Delis and Diners Kvetch Over Knish Shortage

| 17 Feb 2015 | 04:33

But for some, it's a blessing in disguise when customers have to buy their fresh knishes

Diners, delis and pushcarts nationwide let out a collective groan when they found out that Gabila knishes would be no more - at least for awhile.

Gabila is one of the largest mass producers of the knish - the Jewish mashed potato pies. Gabila halted the shipment of their famous "deep-fried and square" version of the starchy treat in September when a massive fire took out most of their factory on Long Island. Gabila's manager said he is skeptical that the factory will be up and running in time for Hanukkah, which begins on November 28 - also Thanksgiving - this year.

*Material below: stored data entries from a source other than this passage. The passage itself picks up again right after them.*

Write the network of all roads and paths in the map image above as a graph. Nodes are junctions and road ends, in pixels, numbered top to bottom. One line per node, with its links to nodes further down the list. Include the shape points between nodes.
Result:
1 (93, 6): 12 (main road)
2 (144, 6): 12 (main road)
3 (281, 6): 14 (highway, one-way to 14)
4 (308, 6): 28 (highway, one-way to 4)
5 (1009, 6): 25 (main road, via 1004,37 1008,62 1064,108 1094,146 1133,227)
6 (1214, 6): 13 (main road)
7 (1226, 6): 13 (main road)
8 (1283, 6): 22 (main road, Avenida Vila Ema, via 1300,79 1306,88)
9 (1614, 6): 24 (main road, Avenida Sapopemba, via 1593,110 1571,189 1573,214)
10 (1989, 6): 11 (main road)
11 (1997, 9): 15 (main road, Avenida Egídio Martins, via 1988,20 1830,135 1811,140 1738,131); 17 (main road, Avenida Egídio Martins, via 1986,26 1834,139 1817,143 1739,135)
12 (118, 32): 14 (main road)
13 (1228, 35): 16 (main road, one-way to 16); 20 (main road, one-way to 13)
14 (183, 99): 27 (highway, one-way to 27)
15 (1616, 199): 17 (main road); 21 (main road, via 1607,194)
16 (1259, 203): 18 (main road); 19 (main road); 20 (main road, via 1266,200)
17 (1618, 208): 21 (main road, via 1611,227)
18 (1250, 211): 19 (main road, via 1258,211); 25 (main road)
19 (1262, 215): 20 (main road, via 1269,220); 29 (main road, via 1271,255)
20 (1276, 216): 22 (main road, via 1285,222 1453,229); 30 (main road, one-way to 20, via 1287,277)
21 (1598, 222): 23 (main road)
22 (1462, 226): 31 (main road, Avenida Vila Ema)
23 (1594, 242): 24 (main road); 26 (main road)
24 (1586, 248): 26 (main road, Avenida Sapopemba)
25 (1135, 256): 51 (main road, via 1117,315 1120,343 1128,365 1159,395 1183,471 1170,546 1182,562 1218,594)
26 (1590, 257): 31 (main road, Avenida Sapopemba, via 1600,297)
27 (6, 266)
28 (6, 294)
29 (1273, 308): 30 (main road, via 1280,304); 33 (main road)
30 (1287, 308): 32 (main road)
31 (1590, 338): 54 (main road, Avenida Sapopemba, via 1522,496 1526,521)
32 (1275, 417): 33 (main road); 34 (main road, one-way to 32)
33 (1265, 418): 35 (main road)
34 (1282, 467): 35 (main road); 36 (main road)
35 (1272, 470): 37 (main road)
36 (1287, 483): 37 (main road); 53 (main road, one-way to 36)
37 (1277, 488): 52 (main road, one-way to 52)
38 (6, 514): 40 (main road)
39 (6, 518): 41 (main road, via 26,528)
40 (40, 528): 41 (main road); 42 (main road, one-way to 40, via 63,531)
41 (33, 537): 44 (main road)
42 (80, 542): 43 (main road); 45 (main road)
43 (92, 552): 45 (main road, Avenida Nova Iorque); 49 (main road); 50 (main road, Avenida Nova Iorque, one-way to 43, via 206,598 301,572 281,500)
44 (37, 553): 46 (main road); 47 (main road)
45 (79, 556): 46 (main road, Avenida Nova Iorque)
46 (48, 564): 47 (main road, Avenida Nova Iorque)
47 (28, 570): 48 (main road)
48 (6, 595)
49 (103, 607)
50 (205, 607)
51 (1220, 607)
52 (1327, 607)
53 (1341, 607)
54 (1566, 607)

"The Gabila knish is an iconic New York food," said Arthur Schwartz, a radio personality and Brooklyn native known as the Food Maven. He has perfected a few knish recipes. "You could fry my recipes but it wouldn't taste like Gabila. It's like trying to make homemade Heinz ketchup." For delis like Fine and Schapiro on the Upper West Side, and Katz's Deli down on Houston Street, they and their customers have certainly missed the knishes, which have not been on their shelves in almost two months. Katz's co-owner Jake Dell said that before the shortage they used to sell 1,000 of the square knishes a week. Now they have to point customers to their latkes, which at this time of year, can be even more popular. "It's absolutely been a problem because our customers ask for it and we can't supply it," said Anthony Yuffe, the manager at Fine and Schapiro. "It's a very popular item, and we are absolutely concerned for Hanukkah. We don't make our own knishes so if we don't have them by then, we'll just have to wait."

But even with the hullabaloo, not everyone is missing the knishes.

"This shortage has affected us but we've had what I consider a positive effect," said Jack Lebewohl, whose sons own the 2nd Avenue Deli on the Upper East Side. "People come in and they'd buy the fried knish because they've been doing that since they were little, and now when people ask for it, we can't give it to them. Then they taste our knish and they love it."

Gabila knishes are sold all over New York in grocery stores, diners and on the Coney Island boardwalk. They have their own Facebook page. And ever since the fire, one entrepreneur is even trying to sell her Gabila knishes on EBay (they are going for 99 cents, but the shipping is a startling $45). Gabila has been around since 1921, and is a fourth-generation family-run business.

"People miss us, we're like God," said Gabila sales manager Mark Cohen. "They have childhood memories of our knishes. One must not miss their weekly knish."

Make Your Own Knishes - If You Dare

By Arthur Schwartz


Yield : Makes about 4 dozen

For the potato filling:

5 pounds Russet (baking) potatoes

1/3 cup vegetable oil, or rendered chicken fat for an old-time deli taste

6 cups coarsely chopped onions (about 2 pounds)

4 teaspoons salt, or more to taste (divided)

½ teaspoon freshly ground black pepper

For the dough:

½ cup hot tap water

½ cup canola, peanut, or other vegetable oil

2 eggs

1 teaspoon salt

¼ teaspoon freshly ground black pepper

3½ cups all-purpose flour (divided)

1 teaspoon baking powder

For the egg wash:

1 egg, well beaten


Make the filling:

Peel the potatoes, cut them into chunks, and place them in a large pot, covered with cold water by about an inch. Bring the water to a boil. Cook the potatoes until very tender, about 15 to 20 minutes, depending on the size of the chunks. Drain immediately in a colander.

Using a food mill with the medium blade or a ricer (do not use a food processor), work the potatoes into a smooth puree. Stir in 3 teaspoons of the salt (1 tablespoon) and the pepper.

While the potatoes cook, fry the onions. In a 12-inch skillet, heat the oil over fairly high heat. When the oil is hot but not smoking, add the onions and fry over medium-high heat, stirring regularly, until the onions are well wilted, about 8 minutes. Lower the heat to medium, and continue to fry, stirring only occasionally, until the onions begin to brown. (This could take as long as another 20 minutes.) As they cook, season the onions with the remaining 1 teaspoon salt.

Stir the onions into the mashed potatoes. Taste, and adjust the seasoning with salt and pepper (I like mine peppery). Cover and refrigerate until chilled.